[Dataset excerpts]
▼

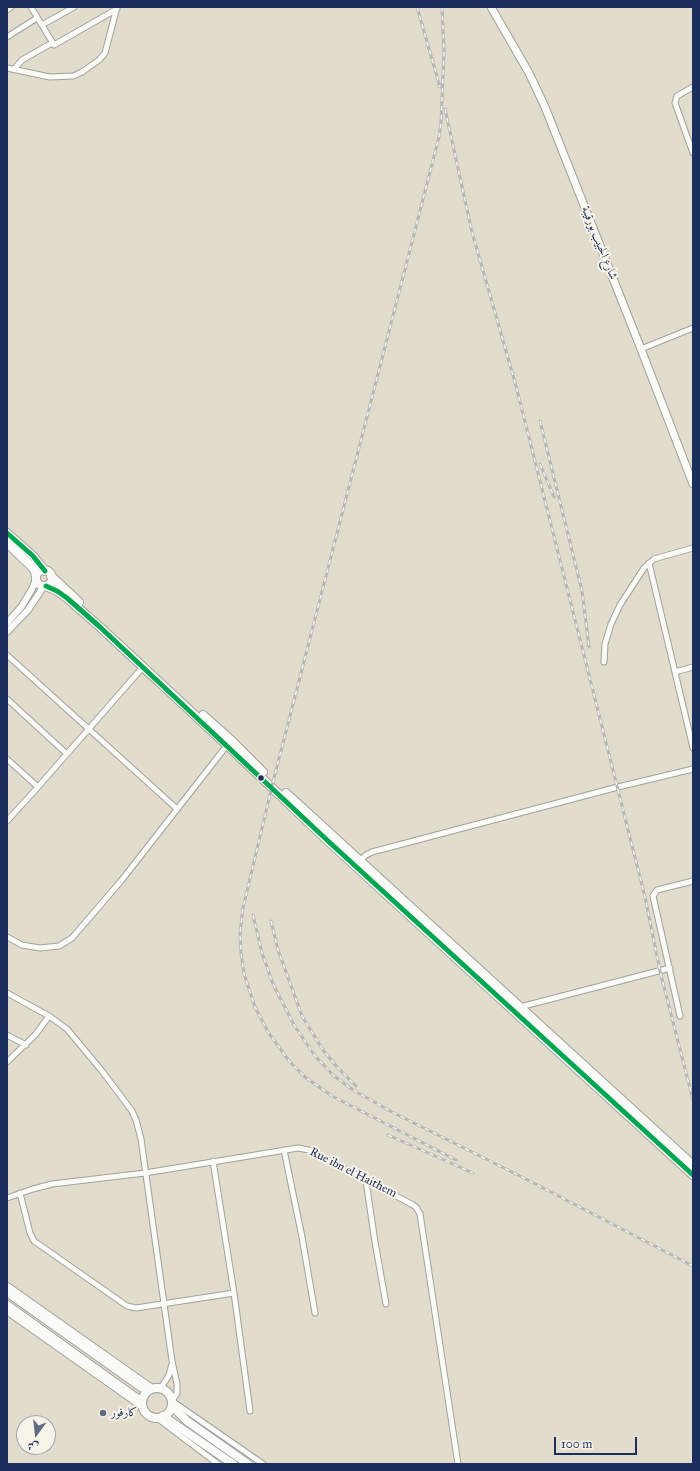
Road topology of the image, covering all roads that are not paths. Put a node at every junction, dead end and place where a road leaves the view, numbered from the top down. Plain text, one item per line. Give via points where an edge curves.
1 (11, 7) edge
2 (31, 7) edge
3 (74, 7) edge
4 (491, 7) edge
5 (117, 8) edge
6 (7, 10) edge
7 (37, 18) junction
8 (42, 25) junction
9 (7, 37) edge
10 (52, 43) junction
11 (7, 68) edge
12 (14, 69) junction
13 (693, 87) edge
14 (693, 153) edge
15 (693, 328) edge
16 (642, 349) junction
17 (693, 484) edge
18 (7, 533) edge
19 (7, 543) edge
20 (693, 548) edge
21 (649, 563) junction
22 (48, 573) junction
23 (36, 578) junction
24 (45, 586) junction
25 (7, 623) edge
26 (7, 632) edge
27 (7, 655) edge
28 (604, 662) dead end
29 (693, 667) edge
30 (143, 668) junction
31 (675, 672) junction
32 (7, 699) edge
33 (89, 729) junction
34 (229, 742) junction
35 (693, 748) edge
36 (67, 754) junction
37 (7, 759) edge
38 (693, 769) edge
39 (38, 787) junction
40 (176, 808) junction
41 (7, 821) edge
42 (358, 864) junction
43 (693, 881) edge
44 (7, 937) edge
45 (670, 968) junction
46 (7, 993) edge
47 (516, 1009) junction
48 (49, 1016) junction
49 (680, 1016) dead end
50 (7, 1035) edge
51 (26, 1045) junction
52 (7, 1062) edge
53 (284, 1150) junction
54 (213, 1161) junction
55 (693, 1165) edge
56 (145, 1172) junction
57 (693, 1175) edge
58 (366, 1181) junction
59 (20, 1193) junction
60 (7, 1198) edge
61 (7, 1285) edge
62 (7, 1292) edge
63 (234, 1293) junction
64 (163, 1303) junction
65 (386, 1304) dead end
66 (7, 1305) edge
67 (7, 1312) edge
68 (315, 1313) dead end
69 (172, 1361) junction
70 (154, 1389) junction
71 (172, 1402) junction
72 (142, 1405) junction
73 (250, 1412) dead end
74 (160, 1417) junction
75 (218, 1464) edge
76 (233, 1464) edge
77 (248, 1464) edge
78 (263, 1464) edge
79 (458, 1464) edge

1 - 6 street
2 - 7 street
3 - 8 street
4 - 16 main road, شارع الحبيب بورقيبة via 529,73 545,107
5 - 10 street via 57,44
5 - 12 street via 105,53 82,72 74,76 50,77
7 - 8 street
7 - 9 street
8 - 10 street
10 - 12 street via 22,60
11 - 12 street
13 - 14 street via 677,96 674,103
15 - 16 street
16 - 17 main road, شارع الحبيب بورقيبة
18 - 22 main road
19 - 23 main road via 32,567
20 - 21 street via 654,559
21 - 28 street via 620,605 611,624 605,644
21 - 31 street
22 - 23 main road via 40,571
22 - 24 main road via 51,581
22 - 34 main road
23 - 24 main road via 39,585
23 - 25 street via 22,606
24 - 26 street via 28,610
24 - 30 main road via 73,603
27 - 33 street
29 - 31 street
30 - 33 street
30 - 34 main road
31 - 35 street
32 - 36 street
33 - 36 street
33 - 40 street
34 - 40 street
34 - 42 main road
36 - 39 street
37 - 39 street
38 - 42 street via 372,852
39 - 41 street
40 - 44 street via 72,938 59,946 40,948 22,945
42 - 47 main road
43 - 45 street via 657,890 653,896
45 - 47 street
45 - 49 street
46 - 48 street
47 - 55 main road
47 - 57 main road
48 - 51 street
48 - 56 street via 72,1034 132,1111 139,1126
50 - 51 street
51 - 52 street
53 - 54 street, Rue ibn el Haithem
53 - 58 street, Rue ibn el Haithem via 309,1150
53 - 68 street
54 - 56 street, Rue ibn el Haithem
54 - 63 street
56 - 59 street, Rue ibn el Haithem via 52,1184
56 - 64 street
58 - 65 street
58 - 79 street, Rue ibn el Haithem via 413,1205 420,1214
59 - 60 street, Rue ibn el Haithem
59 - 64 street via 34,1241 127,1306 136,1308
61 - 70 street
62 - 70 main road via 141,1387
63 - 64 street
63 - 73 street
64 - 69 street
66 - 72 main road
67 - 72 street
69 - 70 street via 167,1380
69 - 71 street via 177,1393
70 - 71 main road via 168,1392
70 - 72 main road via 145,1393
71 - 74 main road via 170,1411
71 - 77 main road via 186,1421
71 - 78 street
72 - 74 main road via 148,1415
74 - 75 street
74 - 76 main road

▲

- WHAT YOU SHOULD DO -
Please transcribe each entry exactly, but skip any picture it holds.

- RESULT OF THIS EXERCISE -
Road topology of the image, covering all roads that are not paths. Put a node at every junction, dead end and place where a road leaves the view, numbered from the top down. Plain text, one item per line. Give via points where an edge curves.
1 (11, 7) edge
2 (31, 7) edge
3 (74, 7) edge
4 (491, 7) edge
5 (117, 8) edge
6 (7, 10) edge
7 (37, 18) junction
8 (42, 25) junction
9 (7, 37) edge
10 (52, 43) junction
11 (7, 68) edge
12 (14, 69) junction
13 (693, 87) edge
14 (693, 153) edge
15 (693, 328) edge
16 (642, 349) junction
17 (693, 484) edge
18 (7, 533) edge
19 (7, 543) edge
20 (693, 548) edge
21 (649, 563) junction
22 (48, 573) junction
23 (36, 578) junction
24 (45, 586) junction
25 (7, 623) edge
26 (7, 632) edge
27 (7, 655) edge
28 (604, 662) dead end
29 (693, 667) edge
30 (143, 668) junction
31 (675, 672) junction
32 (7, 699) edge
33 (89, 729) junction
34 (229, 742) junction
35 (693, 748) edge
36 (67, 754) junction
37 (7, 759) edge
38 (693, 769) edge
39 (38, 787) junction
40 (176, 808) junction
41 (7, 821) edge
42 (358, 864) junction
43 (693, 881) edge
44 (7, 937) edge
45 (670, 968) junction
46 (7, 993) edge
47 (516, 1009) junction
48 (49, 1016) junction
49 (680, 1016) dead end
50 (7, 1035) edge
51 (26, 1045) junction
52 (7, 1062) edge
53 (284, 1150) junction
54 (213, 1161) junction
55 (693, 1165) edge
56 (145, 1172) junction
57 (693, 1175) edge
58 (366, 1181) junction
59 (20, 1193) junction
60 (7, 1198) edge
61 (7, 1285) edge
62 (7, 1292) edge
63 (234, 1293) junction
64 (163, 1303) junction
65 (386, 1304) dead end
66 (7, 1305) edge
67 (7, 1312) edge
68 (315, 1313) dead end
69 (172, 1361) junction
70 (154, 1389) junction
71 (172, 1402) junction
72 (142, 1405) junction
73 (250, 1412) dead end
74 (160, 1417) junction
75 (218, 1464) edge
76 (233, 1464) edge
77 (248, 1464) edge
78 (263, 1464) edge
79 (458, 1464) edge

1 - 6 street
2 - 7 street
3 - 8 street
4 - 16 main road, شارع الحبيب بورقيبة via 529,73 545,107
5 - 10 street via 57,44
5 - 12 street via 105,53 82,72 74,76 50,77
7 - 8 street
7 - 9 street
8 - 10 street
10 - 12 street via 22,60
11 - 12 street
13 - 14 street via 677,96 674,103
15 - 16 street
16 - 17 main road, شارع الحبيب بورقيبة
18 - 22 main road
19 - 23 main road via 32,567
20 - 21 street via 654,559
21 - 28 street via 620,605 611,624 605,644
21 - 31 street
22 - 23 main road via 40,571
22 - 24 main road via 51,581
22 - 34 main road
23 - 24 main road via 39,585
23 - 25 street via 22,606
24 - 26 street via 28,610
24 - 30 main road via 73,603
27 - 33 street
29 - 31 street
30 - 33 street
30 - 34 main road
31 - 35 street
32 - 36 street
33 - 36 street
33 - 40 street
34 - 40 street
34 - 42 main road
36 - 39 street
37 - 39 street
38 - 42 street via 372,852
39 - 41 street
40 - 44 street via 72,938 59,946 40,948 22,945
42 - 47 main road
43 - 45 street via 657,890 653,896
45 - 47 street
45 - 49 street
46 - 48 street
47 - 55 main road
47 - 57 main road
48 - 51 street
48 - 56 street via 72,1034 132,1111 139,1126
50 - 51 street
51 - 52 street
53 - 54 street, Rue ibn el Haithem
53 - 58 street, Rue ibn el Haithem via 309,1150
53 - 68 street
54 - 56 street, Rue ibn el Haithem
54 - 63 street
56 - 59 street, Rue ibn el Haithem via 52,1184
56 - 64 street
58 - 65 street
58 - 79 street, Rue ibn el Haithem via 413,1205 420,1214
59 - 60 street, Rue ibn el Haithem
59 - 64 street via 34,1241 127,1306 136,1308
61 - 70 street
62 - 70 main road via 141,1387
63 - 64 street
63 - 73 street
64 - 69 street
66 - 72 main road
67 - 72 street
69 - 70 street via 167,1380
69 - 71 street via 177,1393
70 - 71 main road via 168,1392
70 - 72 main road via 145,1393
71 - 74 main road via 170,1411
71 - 77 main road via 186,1421
71 - 78 street
72 - 74 main road via 148,1415
74 - 75 street
74 - 76 main road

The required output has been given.